___ Records provided

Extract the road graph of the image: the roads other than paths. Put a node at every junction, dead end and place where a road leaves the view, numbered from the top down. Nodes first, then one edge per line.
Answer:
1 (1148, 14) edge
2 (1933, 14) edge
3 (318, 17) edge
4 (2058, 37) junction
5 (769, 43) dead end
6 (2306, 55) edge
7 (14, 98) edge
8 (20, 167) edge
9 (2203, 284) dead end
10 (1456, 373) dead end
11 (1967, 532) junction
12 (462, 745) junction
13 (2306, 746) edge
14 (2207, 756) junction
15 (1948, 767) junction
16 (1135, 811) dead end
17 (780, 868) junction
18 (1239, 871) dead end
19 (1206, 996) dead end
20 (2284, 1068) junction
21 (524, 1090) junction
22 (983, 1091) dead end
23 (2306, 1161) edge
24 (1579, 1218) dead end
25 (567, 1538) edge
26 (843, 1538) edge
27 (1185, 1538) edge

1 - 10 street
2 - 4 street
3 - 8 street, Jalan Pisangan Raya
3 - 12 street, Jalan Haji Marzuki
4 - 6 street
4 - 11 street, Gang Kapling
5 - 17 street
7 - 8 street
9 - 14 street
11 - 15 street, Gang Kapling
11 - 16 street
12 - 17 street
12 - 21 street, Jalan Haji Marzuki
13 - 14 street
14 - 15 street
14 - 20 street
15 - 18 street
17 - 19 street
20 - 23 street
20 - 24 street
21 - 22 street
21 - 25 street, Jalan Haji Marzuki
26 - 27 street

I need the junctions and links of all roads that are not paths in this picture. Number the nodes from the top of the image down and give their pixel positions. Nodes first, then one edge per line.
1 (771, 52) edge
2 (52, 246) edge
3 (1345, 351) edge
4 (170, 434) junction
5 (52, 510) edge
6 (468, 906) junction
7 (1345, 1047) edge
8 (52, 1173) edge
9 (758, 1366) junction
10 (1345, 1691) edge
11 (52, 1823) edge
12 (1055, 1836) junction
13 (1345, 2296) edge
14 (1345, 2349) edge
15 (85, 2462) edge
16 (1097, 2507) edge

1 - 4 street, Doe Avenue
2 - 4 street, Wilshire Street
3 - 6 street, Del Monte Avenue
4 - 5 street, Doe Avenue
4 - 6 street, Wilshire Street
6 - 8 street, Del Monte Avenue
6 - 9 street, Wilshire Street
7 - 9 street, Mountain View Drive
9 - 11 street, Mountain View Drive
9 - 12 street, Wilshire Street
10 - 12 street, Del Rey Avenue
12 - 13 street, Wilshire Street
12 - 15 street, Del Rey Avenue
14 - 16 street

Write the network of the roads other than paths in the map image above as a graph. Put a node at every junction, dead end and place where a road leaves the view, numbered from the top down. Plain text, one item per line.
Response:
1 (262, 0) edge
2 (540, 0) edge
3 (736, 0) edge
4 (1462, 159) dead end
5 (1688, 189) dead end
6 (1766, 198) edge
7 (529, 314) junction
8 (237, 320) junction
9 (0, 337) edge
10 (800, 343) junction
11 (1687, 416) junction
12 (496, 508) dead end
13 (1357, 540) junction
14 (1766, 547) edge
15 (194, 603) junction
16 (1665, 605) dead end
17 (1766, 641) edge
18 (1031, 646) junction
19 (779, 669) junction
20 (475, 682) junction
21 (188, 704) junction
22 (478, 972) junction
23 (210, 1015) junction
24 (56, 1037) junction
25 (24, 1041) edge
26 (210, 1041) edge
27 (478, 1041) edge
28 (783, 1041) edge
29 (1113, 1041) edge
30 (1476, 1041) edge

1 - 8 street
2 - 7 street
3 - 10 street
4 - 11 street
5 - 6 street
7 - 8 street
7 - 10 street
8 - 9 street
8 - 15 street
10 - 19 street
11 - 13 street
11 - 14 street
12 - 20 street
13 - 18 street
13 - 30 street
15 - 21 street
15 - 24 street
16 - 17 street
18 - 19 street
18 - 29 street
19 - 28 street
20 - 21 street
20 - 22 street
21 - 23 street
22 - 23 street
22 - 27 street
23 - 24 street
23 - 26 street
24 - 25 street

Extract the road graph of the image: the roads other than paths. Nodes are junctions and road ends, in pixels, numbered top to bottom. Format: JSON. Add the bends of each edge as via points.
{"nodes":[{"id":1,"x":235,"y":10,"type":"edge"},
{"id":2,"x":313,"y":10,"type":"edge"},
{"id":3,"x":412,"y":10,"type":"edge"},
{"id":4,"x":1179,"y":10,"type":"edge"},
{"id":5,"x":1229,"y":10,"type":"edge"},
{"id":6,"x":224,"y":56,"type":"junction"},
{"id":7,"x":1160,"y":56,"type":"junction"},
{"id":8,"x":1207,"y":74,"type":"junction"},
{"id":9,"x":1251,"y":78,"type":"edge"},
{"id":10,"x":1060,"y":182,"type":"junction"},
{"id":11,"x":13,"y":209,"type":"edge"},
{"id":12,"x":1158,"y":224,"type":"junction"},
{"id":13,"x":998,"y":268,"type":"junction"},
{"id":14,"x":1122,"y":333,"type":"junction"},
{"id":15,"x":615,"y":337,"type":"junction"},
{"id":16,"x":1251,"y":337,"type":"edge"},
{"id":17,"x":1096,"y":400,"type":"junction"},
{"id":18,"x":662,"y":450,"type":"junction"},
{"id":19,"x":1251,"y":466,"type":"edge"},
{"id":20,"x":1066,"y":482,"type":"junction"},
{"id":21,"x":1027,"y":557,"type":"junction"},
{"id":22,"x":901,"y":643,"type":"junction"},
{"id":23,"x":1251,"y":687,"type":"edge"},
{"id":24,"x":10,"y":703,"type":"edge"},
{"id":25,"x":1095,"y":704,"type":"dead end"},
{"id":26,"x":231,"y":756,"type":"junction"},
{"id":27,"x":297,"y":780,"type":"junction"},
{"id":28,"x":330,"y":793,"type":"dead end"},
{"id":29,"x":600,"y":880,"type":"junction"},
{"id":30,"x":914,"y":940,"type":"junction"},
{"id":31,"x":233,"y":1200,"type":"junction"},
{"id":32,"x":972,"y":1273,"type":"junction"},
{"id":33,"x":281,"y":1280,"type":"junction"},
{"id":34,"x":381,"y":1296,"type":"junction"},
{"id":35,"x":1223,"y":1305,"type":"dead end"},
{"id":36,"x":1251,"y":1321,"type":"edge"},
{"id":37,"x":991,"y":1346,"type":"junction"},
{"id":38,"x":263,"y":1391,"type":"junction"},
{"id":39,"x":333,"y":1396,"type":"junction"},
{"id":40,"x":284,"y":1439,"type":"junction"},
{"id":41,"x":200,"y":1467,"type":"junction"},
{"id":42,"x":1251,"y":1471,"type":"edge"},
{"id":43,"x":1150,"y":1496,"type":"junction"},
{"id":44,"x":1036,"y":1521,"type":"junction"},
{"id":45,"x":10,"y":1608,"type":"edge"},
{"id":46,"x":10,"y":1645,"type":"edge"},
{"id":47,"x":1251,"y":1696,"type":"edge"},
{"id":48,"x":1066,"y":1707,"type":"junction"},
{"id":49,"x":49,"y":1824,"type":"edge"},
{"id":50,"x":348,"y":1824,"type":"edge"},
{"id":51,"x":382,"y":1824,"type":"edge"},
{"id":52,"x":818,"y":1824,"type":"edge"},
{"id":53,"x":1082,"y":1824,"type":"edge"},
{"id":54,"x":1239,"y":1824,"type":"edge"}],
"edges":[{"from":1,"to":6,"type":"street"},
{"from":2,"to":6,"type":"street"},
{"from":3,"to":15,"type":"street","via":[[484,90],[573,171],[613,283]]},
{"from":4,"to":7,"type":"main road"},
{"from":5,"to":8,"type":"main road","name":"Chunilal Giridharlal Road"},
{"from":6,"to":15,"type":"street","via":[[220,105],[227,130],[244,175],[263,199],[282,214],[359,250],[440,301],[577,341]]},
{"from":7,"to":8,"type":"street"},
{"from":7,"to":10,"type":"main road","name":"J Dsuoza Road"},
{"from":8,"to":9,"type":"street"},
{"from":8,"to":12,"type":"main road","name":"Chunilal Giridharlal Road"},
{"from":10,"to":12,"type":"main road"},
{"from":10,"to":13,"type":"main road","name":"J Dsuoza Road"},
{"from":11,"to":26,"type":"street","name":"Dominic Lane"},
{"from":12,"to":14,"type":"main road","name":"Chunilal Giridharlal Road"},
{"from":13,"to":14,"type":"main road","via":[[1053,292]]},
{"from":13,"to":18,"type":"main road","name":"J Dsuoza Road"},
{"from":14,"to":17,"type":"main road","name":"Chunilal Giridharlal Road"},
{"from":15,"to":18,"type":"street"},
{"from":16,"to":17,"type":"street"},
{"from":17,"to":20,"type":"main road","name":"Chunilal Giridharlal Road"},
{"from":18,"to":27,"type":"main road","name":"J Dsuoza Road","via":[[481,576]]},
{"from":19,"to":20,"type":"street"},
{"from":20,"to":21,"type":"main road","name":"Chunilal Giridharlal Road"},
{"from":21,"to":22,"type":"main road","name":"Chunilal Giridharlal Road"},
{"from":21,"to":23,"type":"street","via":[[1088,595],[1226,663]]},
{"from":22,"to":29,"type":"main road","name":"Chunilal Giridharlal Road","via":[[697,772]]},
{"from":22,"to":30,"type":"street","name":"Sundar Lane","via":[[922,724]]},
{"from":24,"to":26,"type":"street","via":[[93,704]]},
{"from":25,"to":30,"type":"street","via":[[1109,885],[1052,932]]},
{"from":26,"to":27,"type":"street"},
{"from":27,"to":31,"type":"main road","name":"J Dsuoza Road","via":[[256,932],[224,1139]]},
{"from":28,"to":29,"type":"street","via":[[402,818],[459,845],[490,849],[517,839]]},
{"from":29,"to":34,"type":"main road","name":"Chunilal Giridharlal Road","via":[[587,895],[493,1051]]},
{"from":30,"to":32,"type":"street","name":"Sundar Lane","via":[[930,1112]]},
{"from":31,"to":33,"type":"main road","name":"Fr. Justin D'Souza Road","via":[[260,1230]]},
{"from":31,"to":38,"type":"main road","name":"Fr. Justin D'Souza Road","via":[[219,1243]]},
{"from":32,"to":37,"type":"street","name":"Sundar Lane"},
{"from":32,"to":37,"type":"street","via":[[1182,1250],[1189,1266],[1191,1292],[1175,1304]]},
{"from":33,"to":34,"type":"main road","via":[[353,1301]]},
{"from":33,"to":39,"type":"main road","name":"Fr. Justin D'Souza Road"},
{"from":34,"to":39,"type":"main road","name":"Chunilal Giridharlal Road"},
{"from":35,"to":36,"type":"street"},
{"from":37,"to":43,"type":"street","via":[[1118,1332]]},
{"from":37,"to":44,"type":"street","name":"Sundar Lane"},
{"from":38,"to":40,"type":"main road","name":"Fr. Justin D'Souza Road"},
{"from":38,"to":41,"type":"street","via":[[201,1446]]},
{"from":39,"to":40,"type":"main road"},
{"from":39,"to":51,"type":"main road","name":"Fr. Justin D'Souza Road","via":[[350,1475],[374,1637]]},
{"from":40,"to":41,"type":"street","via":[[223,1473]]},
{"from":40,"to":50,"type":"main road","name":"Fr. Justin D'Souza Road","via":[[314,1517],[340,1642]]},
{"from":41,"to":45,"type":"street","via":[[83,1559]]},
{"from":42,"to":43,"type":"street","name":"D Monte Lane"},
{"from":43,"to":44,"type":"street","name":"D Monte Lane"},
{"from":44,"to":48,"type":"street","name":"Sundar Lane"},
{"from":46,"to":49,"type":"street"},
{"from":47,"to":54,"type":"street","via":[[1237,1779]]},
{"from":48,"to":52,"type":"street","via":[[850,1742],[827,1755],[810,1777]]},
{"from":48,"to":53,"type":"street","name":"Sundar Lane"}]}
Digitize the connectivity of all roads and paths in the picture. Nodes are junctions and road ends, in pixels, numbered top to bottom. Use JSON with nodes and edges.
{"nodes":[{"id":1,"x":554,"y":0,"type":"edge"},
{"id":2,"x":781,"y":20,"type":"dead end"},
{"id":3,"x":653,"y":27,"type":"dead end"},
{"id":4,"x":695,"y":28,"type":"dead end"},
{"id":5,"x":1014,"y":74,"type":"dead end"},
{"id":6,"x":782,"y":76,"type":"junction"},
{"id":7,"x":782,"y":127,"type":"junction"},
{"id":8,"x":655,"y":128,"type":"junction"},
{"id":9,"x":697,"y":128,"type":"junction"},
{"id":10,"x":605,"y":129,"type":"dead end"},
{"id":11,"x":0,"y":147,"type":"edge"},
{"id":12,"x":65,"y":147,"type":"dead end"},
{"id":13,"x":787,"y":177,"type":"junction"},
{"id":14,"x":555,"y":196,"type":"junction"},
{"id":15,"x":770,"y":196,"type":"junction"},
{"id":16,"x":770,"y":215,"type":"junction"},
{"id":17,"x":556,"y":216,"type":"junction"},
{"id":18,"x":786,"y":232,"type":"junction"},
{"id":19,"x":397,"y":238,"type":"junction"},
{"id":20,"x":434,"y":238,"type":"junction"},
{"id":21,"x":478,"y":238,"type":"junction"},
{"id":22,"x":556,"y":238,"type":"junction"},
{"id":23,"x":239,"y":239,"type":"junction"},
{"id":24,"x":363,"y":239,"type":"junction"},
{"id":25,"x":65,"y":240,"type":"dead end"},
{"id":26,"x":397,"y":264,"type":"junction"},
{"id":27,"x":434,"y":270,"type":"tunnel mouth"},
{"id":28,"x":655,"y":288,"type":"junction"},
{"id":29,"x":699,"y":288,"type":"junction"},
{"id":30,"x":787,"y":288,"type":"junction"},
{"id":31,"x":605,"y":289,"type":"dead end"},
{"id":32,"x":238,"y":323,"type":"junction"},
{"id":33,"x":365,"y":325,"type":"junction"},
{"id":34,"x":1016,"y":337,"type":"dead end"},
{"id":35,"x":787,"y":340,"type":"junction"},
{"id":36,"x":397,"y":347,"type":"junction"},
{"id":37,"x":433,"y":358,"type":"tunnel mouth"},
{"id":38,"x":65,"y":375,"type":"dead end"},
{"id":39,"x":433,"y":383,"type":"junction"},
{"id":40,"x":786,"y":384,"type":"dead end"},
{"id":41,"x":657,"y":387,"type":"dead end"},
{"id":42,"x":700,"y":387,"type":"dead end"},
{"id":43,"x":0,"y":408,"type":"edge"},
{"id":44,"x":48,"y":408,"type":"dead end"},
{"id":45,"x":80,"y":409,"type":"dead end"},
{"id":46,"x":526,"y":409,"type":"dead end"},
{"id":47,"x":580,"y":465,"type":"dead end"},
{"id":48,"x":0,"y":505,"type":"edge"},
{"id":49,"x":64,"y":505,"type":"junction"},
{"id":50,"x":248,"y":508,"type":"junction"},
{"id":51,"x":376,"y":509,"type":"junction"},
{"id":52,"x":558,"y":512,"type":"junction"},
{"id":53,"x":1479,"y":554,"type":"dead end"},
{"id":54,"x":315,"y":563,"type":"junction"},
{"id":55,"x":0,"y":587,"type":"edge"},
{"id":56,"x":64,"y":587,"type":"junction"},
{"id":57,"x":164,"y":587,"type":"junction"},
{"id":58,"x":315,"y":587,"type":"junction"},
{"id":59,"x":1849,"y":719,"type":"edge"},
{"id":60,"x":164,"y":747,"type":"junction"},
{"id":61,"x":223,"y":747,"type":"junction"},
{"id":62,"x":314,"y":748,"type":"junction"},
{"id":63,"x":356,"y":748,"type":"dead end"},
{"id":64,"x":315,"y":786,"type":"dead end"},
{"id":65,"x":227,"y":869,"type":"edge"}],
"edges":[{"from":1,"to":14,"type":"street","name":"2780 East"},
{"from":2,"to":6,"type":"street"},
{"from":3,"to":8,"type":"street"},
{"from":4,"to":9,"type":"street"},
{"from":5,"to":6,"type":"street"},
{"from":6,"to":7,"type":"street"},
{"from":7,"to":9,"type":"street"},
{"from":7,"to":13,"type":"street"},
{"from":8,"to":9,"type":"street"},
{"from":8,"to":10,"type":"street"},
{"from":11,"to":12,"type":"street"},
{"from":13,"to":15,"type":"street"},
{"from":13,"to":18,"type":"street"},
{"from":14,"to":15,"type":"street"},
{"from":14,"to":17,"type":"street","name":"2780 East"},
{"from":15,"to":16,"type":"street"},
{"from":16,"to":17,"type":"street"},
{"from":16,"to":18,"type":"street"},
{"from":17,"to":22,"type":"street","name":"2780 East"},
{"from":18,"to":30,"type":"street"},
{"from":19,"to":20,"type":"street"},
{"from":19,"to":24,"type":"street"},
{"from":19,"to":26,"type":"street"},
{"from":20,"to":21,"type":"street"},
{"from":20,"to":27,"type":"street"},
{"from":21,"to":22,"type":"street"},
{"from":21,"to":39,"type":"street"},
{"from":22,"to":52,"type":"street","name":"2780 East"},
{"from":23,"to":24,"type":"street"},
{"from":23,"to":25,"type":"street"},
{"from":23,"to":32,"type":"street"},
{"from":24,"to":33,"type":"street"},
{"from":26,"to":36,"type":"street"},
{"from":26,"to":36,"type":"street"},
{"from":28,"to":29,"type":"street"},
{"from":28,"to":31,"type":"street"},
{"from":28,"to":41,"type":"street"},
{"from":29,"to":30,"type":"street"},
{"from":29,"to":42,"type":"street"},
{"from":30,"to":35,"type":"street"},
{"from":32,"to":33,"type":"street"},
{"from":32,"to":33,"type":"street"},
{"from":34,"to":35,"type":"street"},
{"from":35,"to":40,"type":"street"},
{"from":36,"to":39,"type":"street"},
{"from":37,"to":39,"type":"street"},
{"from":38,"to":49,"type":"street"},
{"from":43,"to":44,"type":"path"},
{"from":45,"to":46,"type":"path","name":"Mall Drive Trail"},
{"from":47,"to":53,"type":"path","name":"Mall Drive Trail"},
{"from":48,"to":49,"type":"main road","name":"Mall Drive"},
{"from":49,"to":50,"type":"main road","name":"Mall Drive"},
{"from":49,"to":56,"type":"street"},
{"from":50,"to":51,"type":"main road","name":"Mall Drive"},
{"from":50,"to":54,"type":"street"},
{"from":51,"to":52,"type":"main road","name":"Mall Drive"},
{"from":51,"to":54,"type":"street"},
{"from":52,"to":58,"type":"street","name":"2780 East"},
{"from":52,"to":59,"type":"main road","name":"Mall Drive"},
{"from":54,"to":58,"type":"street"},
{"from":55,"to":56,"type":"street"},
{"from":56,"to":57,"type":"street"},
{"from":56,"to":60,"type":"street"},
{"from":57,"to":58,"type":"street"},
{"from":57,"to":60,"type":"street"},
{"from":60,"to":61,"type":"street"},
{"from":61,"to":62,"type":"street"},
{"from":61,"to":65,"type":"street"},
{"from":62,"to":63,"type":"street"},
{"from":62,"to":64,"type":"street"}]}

______

◆ Your task
Find the word "roads" in the entries above, then copy each line that holds it.

◆ Output of the task
Extract the road graph of the image: the roads other than paths. Put a node at every junction, dead end and place where a road leaves the view, numbered from the top down. Nodes first, then one edge per line.
I need the junctions and links of all roads that are not paths in this picture. Number the nodes from the top of the image down and give their pixel positions. Nodes first, then one edge per line.
Write the network of the roads other than paths in the map image above as a graph. Put a node at every junction, dead end and place where a road leaves the view, numbered from the top down. Plain text, one item per line.
Extract the road graph of the image: the roads other than paths. Nodes are junctions and road ends, in pixels, numbered top to bottom. Format: JSON. Add the bends of each edge as via points.
Digitize the connectivity of all roads and paths in the picture. Nodes are junctions and road ends, in pixels, numbered top to bottom. Use JSON with nodes and edges.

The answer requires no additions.